The types of payments related to commercial development activities that would need to be disclosed include:  taxes; royalties; fees (including license fees); production entitlements; bonuses; dividends; and payments for infrastructure improvements.

The proposed rules would clarify the types of taxes, fees, bonuses, and dividends that are required to be disclosed and how they should be disclosed.  This list of payment types would be consistent with the requirements of the European Union, Canada, and the Extractive Industries Transparency Initiative. 

The proposed rules would require a resource extraction issuer to provide the following information about payments made to further the commercial development of oil, natural gas, or minerals:

  • Type and total amount of such payments made for each project of the resource extraction issuer relating to the commercial development of oil, natural gas, or minerals.
  • Type and total amount of such payments for all projects made to each government.
  • Total amounts of the payments by category.
  • Currency used to make the payments.
  • Financial period in which the payments were made.
  • Business segment of the resource extraction issuer that made the payments.
  • The government that received the payments, and the country in which the government is located.
  • The project of the resource extraction issuer to which the payments relate.
  • The particular resource that is the subject of commercial development.
  • The subnational geographic location of the project.

The proposed rules would define “project” using an approach that is focused on the legal agreement that forms the basis for payment liabilities with a government.  This definition could also include operational activities governed by multiple legal agreements.

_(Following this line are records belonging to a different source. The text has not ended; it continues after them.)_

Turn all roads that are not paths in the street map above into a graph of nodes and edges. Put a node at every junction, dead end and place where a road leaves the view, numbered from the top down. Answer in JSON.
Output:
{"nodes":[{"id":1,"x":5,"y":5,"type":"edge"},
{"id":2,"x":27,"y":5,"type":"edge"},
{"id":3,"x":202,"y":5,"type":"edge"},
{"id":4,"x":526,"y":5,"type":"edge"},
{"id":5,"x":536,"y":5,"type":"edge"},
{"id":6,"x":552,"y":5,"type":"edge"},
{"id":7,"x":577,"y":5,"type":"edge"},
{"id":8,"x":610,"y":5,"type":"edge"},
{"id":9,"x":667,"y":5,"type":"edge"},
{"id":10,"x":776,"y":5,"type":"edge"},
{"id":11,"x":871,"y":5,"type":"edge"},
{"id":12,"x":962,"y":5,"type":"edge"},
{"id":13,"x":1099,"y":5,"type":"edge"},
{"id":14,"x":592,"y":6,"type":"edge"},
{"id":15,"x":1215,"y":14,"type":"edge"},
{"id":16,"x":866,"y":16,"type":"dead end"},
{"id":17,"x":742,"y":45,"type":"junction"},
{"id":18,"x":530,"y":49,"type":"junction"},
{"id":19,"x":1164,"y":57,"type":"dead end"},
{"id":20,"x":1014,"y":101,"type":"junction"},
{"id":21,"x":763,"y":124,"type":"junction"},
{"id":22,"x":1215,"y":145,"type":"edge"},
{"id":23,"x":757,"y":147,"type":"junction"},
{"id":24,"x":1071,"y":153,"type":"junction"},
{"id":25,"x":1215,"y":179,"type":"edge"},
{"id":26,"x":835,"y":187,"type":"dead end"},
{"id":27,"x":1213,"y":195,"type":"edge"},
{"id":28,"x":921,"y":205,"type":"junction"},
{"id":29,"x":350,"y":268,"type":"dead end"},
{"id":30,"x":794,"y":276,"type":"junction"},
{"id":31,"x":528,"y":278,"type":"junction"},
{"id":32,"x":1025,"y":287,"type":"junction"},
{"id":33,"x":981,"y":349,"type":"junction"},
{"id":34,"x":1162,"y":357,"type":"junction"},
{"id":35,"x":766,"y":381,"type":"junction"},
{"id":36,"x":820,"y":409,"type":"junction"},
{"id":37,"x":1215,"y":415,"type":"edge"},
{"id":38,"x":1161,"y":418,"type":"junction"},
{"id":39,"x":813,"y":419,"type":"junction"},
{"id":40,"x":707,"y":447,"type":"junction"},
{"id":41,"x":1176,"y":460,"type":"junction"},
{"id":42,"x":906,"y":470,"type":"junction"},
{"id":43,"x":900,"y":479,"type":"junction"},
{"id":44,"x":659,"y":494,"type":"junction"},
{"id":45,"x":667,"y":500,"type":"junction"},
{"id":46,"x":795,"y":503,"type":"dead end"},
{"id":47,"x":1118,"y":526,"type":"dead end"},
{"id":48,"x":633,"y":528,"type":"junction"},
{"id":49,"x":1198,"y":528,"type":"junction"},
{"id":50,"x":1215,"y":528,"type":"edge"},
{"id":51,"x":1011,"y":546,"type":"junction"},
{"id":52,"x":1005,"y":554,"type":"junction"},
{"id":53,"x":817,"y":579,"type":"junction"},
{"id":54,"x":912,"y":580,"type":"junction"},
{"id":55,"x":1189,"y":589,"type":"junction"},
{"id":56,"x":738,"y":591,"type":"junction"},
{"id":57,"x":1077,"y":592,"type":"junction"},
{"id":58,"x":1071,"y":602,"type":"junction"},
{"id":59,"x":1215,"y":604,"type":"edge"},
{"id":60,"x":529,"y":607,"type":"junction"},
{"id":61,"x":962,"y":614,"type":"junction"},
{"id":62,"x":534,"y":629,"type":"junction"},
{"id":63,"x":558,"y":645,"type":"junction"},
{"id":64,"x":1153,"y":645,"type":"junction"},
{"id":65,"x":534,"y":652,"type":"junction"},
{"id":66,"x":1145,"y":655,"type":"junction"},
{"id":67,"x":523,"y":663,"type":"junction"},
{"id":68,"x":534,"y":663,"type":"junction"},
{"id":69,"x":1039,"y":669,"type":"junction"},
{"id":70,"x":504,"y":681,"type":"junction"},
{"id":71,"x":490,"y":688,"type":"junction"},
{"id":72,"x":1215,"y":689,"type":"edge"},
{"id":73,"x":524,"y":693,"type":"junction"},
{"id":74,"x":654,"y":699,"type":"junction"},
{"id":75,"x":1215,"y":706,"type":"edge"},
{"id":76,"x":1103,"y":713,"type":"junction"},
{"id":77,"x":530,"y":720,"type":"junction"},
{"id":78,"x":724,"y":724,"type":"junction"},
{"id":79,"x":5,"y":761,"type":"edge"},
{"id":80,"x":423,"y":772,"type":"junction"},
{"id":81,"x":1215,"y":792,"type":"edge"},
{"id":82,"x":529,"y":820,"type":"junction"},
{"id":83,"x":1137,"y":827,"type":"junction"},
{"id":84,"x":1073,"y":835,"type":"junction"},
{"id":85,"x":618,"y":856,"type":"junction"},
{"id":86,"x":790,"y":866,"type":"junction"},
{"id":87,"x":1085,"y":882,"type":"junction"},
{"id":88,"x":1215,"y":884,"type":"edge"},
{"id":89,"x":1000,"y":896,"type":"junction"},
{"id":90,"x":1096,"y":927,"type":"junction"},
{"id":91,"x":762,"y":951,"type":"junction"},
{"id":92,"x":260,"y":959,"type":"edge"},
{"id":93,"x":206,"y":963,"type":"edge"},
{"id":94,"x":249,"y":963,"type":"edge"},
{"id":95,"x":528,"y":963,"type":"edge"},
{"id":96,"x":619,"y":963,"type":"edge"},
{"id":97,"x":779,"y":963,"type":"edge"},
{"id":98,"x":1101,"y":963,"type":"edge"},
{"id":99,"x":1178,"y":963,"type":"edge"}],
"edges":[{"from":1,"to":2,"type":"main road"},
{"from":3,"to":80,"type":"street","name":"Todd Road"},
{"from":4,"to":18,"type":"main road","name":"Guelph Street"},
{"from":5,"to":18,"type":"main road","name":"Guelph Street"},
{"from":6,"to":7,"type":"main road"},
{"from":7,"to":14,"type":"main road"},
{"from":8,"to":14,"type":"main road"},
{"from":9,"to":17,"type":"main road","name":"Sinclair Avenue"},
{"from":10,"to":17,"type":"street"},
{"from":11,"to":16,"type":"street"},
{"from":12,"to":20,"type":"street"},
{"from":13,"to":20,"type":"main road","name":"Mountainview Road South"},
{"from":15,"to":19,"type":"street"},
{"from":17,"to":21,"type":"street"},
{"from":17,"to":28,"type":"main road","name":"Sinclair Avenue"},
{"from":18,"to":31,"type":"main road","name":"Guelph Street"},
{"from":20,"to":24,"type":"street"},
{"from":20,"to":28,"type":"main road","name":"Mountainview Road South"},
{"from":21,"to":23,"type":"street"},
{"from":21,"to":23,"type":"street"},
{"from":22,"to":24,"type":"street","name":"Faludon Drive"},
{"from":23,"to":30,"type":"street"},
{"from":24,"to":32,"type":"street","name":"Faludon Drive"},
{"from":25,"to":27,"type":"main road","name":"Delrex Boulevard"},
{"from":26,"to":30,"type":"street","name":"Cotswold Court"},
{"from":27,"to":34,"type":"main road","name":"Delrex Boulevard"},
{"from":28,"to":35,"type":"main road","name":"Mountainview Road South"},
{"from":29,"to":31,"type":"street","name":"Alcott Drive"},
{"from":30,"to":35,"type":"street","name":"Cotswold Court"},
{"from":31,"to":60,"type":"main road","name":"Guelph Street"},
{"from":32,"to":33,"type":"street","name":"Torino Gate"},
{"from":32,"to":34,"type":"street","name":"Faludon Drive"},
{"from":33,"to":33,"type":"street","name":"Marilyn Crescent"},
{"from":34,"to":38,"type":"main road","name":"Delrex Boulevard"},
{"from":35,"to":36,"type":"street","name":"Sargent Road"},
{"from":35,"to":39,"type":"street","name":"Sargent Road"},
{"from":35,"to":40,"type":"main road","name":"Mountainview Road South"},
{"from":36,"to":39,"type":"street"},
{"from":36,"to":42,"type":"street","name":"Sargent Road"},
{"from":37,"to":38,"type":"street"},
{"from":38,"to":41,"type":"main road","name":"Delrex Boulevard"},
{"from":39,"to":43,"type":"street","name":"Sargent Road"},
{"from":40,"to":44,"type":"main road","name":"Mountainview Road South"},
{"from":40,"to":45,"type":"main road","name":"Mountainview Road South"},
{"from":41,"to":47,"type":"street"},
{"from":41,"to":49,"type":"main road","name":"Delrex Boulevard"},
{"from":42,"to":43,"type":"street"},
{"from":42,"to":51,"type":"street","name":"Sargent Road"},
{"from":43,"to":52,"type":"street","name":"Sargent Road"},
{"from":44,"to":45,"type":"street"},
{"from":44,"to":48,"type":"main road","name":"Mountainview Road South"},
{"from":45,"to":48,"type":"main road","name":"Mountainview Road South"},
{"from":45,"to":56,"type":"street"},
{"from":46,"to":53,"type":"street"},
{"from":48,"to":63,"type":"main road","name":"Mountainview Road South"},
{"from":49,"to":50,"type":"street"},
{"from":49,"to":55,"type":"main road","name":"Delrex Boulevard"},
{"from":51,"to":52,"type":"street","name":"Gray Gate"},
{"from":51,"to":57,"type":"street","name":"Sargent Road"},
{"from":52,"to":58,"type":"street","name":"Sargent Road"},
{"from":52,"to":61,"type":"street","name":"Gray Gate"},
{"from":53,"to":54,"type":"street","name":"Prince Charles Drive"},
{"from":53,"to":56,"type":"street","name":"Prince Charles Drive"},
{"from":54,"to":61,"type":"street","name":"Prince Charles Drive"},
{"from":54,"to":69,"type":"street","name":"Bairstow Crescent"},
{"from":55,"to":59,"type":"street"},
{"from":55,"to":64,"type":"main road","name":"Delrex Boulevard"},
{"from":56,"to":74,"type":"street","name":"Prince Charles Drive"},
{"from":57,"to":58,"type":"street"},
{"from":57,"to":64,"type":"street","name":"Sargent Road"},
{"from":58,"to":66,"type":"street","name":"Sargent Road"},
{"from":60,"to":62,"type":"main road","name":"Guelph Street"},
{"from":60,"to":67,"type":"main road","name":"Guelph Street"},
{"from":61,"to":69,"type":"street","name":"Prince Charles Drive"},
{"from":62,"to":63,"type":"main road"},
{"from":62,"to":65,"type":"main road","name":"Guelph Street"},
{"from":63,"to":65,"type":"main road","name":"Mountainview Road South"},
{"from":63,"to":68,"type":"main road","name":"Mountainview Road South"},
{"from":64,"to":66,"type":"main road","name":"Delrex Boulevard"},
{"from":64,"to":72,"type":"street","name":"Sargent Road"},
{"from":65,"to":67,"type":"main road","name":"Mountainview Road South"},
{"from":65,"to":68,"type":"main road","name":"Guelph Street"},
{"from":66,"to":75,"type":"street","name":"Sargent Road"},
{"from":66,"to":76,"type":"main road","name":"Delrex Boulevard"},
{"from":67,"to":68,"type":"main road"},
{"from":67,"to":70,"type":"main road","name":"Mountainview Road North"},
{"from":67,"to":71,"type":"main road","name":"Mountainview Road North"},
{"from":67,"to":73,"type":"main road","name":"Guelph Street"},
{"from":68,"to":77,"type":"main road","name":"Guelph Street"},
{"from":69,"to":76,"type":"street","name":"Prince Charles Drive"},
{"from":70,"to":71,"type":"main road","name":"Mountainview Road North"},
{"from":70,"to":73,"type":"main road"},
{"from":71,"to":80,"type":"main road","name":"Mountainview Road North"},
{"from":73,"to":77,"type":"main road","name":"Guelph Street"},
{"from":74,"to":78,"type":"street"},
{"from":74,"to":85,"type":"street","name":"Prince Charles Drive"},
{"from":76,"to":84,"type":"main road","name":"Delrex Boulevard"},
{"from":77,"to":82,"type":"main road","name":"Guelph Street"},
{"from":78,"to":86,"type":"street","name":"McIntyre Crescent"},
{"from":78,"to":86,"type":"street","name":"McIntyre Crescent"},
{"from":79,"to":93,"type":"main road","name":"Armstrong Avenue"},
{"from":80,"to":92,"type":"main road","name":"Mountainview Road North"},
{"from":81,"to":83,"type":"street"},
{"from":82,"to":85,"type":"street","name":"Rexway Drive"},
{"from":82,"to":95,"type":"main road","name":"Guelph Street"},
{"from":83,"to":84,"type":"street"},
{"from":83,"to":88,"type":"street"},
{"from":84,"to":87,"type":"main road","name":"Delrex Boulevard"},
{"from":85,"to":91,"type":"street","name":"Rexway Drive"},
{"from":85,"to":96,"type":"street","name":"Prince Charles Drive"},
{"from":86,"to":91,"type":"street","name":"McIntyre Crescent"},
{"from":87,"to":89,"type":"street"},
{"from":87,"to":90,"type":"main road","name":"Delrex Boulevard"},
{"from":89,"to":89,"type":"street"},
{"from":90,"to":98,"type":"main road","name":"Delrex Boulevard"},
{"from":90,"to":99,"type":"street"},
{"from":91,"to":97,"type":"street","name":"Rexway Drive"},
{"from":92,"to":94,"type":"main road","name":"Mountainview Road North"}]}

The proposing release notes that the Commission could provide exemptive relief from the requirements of the proposed rules on a case-by-case basis using its existing authority under the Exchange Act.  Also, in light of international developments, as well as the progress made by the U.S. Extractive Industries Transparency Initiative (USEITI), the proposed rules would allow issuers to use a report prepared for foreign regulatory purposes or for the USEITI to comply with the proposed rules if the Commission determines the requirements are substantially similar to the proposed rules.

How It Must Be Disclosed:

The proposed rules would require a resource extraction issuer to publicly disclose the information annually using Form SD.  The information would be included in an exhibit and electronically tagged using the eXtensible Business Reporting Language (XBRL) format.

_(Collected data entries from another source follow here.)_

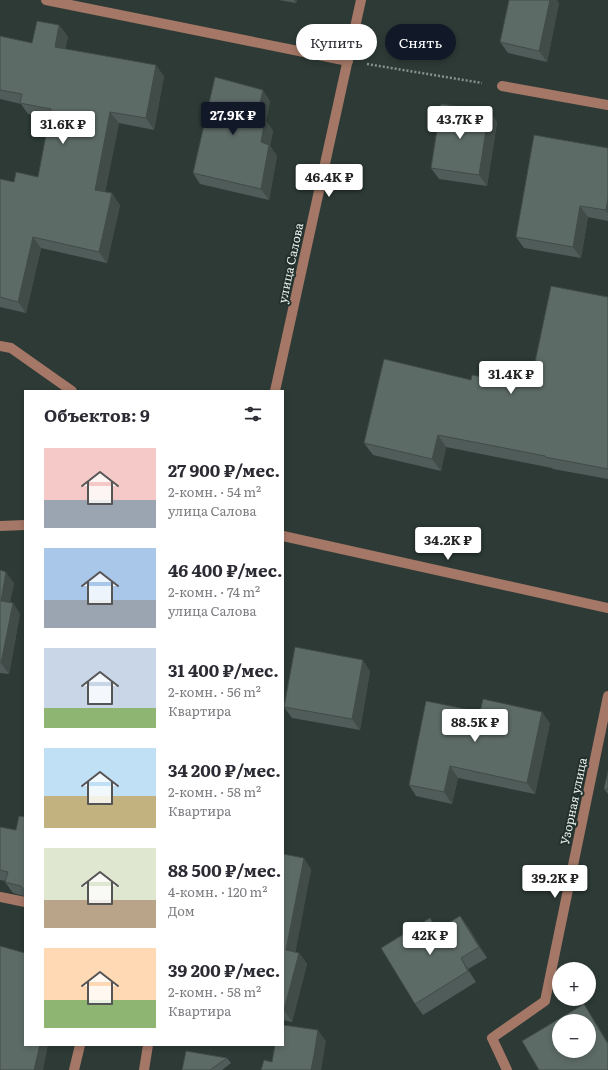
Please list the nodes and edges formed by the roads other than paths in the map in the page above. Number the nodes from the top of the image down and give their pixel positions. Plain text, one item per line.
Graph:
1 (46, 0) edge
2 (361, 0) edge
3 (348, 61) junction
4 (502, 86) road end
5 (608, 105) edge
6 (0, 346) edge
7 (71, 390) edge
8 (275, 390) edge
9 (24, 525) edge
10 (0, 526) edge
11 (284, 536) edge
12 (608, 608) edge
13 (608, 696) edge
14 (0, 896) edge
15 (24, 902) edge
16 (80, 1046) edge
17 (148, 1046) edge
18 (74, 1070) edge
19 (144, 1070) edge
20 (507, 1070) edge

1 - 3 street
2 - 3 street, улица Салова
3 - 8 street, улица Салова
4 - 5 street
6 - 7 street
9 - 10 street
11 - 12 street
13 - 20 street, Узорная улица
14 - 15 street
16 - 18 street
17 - 19 street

When It Must Be Disclosed:

A resource extraction issuer would be required to file the Form SD with the Commission no later than 150 days after the end of its fiscal year.

Background

Section 13(q) was added to the Exchange Act in 2010 by Section 1504 of the Dodd Frank Act.  It directs the Commission to issue final rules that require each resource extraction issuer to include in an annual report information relating to any payment made by the resource extraction issuer, a subsidiary of the resource extraction issuer, or an entity under the control of the resource extraction issuer to a foreign government or the federal government for the purpose of the commercial development of oil, natural gas, or minerals.  Among other things, Section 13(q) specifies that to the extent practicable, the rules shall support the commitment of the federal government to international transparency promotion efforts relating to the commercial development of oil, natural gas, or minerals.

Rule 13q-1 was initially adopted by the Commission on August 22, 2012, but it was subsequently vacated by the U.S. District Court for the District of Columbia.  Since then, the European Union and Canada have adopted transparency initiatives similar to the rules the Commission previously adopted. 

What’s Next?

If approved for publication by the Commission, the proposed rules will be published on the Commission’s website and in the Federal Register.  Initial comments will be due on January 25, 2016.  Reply comments, which may respond only to issues raised in the initial comment period, will be due on February 16, 2016.